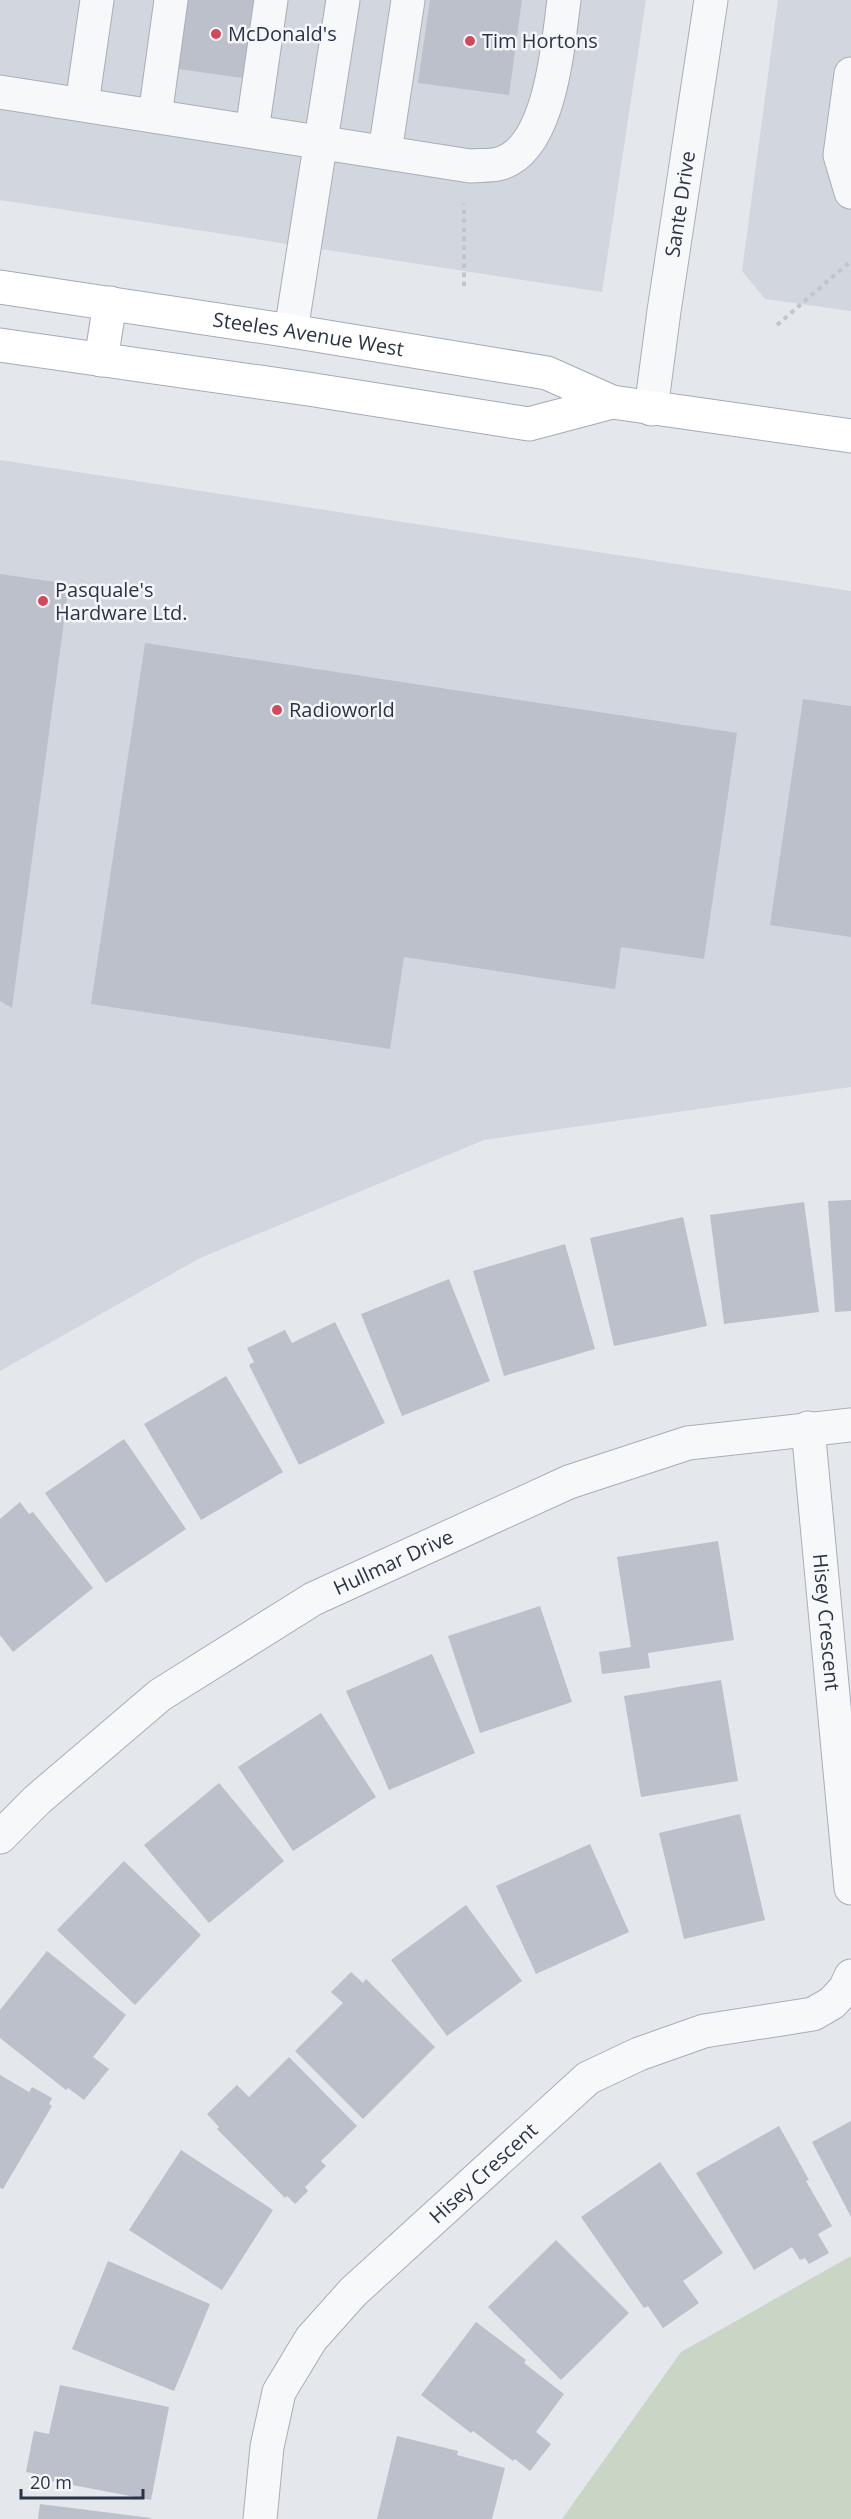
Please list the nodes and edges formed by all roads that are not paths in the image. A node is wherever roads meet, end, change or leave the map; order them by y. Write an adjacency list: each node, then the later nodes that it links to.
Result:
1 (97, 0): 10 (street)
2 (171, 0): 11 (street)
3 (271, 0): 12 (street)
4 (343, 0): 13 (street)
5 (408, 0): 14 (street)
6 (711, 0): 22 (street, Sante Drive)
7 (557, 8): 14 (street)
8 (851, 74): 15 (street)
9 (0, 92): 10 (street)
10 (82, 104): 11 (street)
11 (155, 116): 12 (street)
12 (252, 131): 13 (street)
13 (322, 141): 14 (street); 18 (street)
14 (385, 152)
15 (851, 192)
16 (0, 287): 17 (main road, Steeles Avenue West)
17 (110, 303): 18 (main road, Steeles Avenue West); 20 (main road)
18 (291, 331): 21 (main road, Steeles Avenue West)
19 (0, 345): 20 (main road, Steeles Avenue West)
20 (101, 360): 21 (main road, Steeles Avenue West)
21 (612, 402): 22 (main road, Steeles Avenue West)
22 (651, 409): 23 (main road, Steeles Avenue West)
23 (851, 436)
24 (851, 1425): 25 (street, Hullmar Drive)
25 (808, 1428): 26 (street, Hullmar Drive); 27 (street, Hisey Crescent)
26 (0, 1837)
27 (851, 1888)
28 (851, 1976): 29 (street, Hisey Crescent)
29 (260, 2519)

★ ★ ★ ★

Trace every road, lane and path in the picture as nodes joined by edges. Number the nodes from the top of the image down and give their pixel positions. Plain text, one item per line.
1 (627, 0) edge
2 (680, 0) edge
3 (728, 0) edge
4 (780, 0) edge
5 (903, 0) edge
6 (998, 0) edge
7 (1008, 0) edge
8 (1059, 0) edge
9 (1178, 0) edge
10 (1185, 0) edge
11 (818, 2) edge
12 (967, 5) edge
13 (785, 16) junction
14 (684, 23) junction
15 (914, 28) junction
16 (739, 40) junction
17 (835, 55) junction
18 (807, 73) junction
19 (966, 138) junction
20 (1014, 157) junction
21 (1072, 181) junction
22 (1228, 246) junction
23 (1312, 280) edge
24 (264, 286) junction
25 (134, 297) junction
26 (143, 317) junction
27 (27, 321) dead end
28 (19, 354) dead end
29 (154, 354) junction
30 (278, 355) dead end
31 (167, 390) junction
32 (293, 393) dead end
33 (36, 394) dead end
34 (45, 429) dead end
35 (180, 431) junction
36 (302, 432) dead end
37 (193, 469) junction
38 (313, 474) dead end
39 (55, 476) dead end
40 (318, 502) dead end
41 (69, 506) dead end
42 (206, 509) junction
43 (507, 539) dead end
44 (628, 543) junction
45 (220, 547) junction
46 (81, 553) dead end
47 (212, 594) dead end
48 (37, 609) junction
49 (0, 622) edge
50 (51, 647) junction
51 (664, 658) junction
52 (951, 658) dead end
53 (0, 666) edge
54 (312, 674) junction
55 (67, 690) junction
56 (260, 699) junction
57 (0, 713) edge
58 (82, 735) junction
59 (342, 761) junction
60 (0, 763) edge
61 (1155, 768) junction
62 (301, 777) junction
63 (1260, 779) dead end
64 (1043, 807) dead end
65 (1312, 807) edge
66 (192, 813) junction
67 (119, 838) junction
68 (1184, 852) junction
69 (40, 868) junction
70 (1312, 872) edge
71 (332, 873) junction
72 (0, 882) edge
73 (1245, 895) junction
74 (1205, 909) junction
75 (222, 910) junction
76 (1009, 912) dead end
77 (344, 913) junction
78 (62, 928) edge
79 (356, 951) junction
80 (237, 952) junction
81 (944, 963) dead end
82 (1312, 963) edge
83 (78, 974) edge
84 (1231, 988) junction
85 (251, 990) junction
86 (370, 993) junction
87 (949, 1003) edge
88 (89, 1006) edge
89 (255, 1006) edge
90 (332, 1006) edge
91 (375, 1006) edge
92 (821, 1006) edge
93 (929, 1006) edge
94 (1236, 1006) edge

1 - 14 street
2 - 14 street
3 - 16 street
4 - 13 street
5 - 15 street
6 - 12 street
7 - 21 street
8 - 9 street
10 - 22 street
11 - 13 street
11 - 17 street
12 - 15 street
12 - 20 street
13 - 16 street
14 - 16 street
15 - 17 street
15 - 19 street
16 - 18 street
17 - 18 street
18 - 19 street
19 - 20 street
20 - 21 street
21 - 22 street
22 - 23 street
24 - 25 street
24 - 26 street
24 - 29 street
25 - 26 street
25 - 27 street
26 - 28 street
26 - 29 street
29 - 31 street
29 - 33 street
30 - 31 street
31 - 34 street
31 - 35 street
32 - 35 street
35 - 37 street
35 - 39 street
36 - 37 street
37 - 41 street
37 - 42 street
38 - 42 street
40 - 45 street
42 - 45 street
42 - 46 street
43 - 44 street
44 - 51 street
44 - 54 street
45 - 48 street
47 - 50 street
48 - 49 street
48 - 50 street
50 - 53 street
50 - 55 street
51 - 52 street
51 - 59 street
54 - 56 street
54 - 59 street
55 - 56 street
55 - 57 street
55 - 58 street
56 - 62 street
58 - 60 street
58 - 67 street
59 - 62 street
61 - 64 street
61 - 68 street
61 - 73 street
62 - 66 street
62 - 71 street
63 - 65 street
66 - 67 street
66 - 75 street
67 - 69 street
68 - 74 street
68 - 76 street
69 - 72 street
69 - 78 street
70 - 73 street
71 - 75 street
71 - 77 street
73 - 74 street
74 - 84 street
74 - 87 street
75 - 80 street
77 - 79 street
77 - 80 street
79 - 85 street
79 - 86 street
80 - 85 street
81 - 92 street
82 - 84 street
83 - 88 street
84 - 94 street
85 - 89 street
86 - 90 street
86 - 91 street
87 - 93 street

★ ★ ★ ★

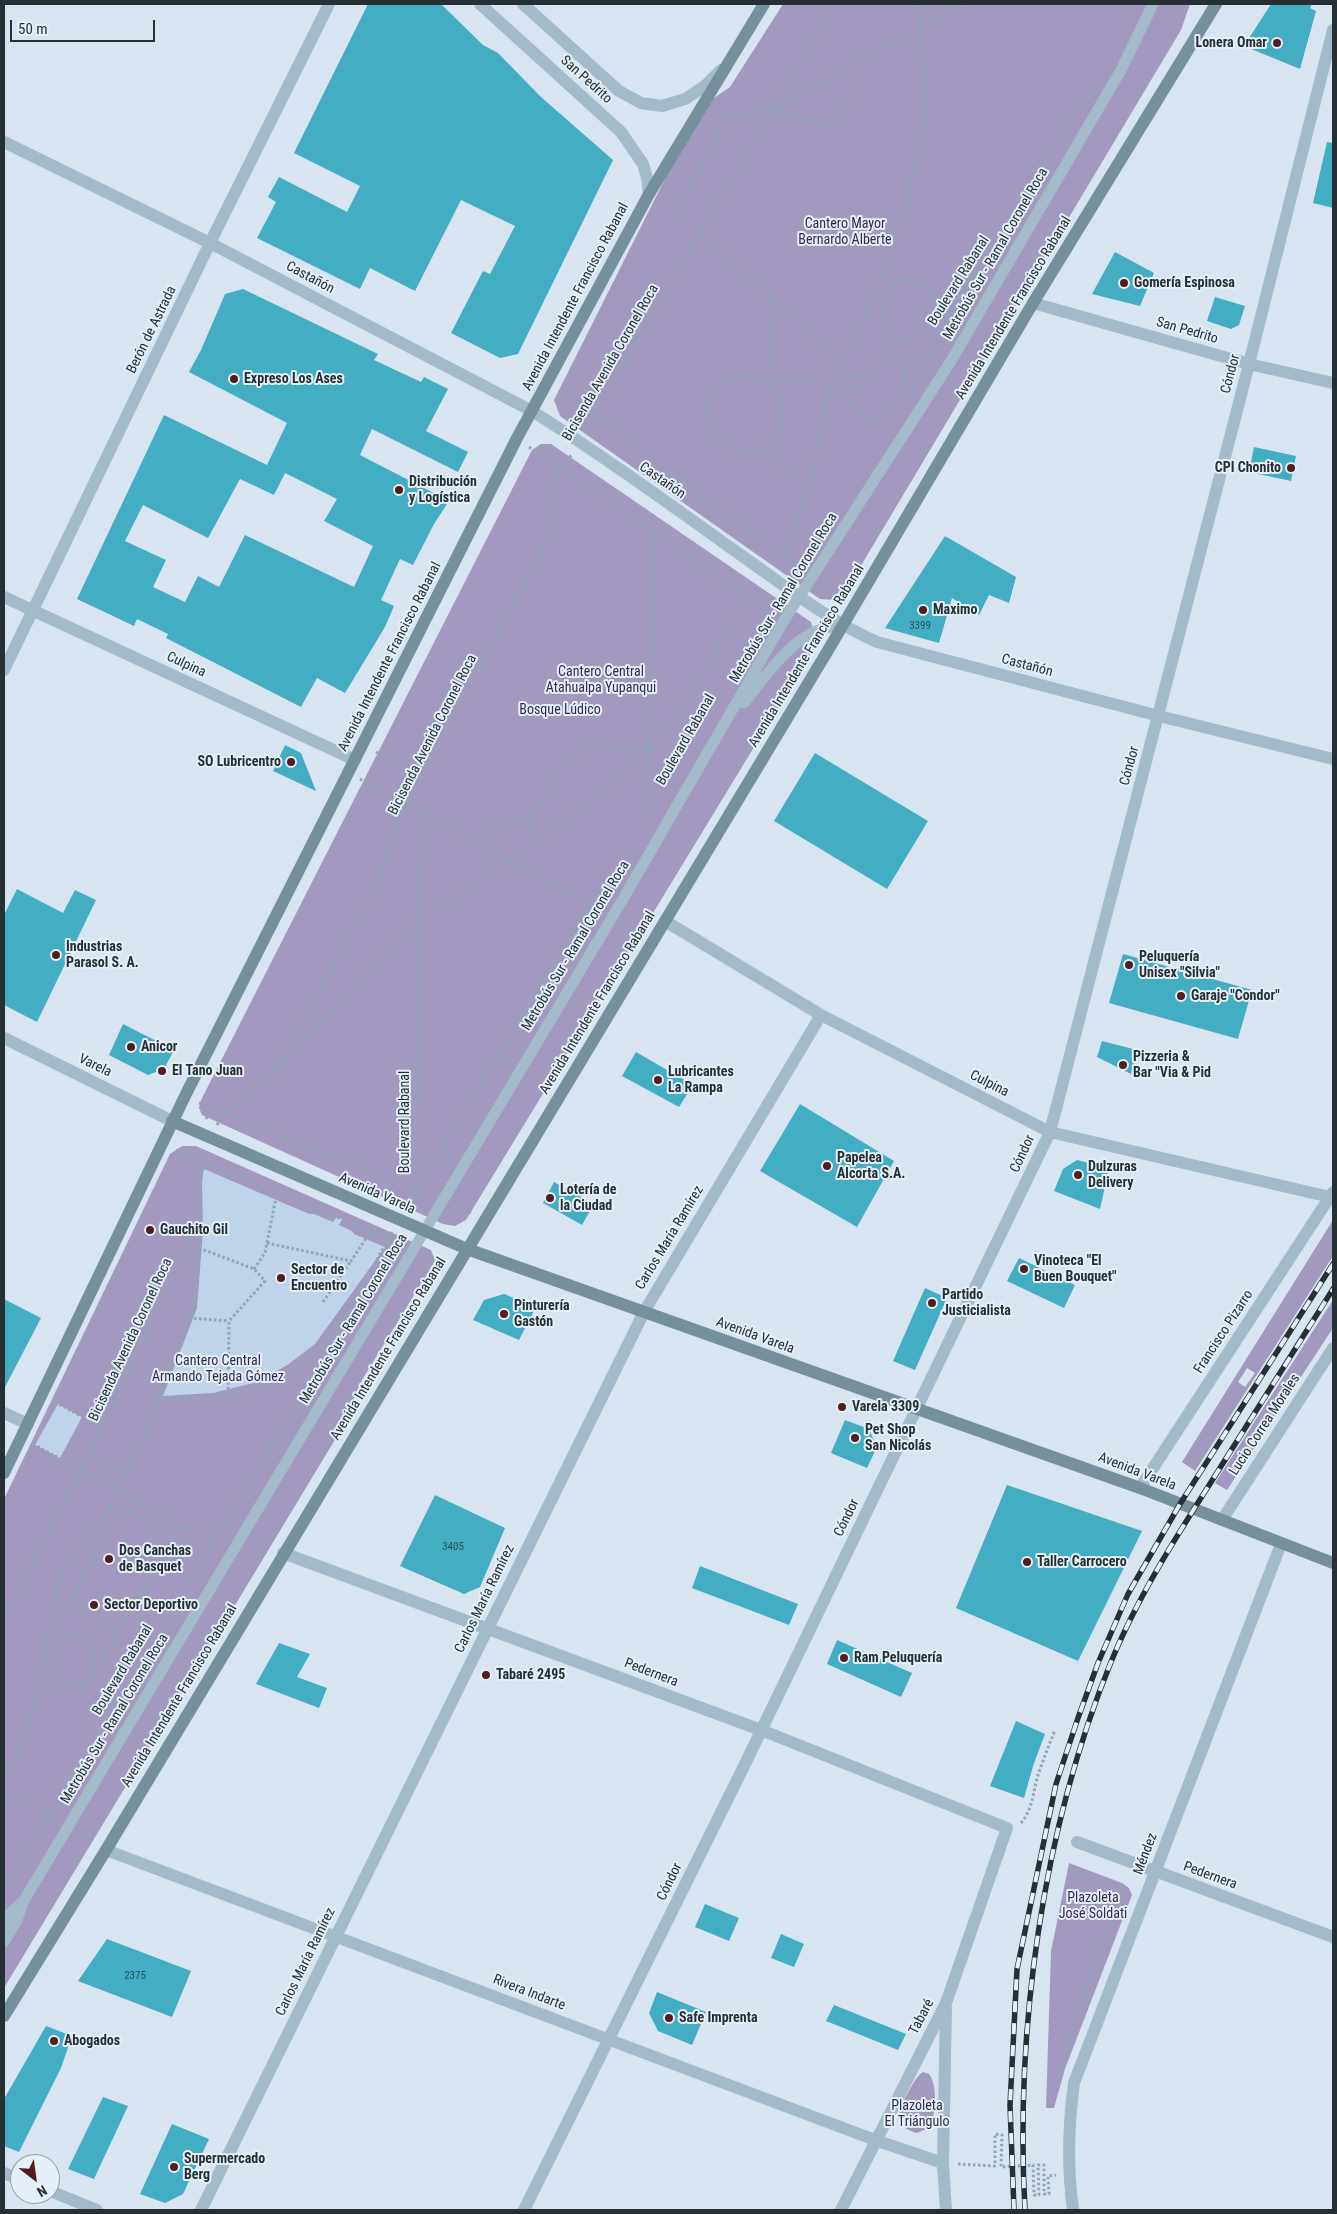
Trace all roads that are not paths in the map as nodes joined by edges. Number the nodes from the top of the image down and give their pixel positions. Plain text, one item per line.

★ ★ ★ ★

Task instructions.
Look through the entries. Copy out each line with "that" in it.

Result for this task.
Please list the nodes and edges formed by all roads that are not paths in the image. A node is wherever roads meet, end, change or leave the map; order them by y. Write an adjacency list: each node, then the later nodes that it links to.
Trace all roads that are not paths in the map as nodes joined by edges. Number the nodes from the top of the image down and give their pixel positions. Plain text, one item per line.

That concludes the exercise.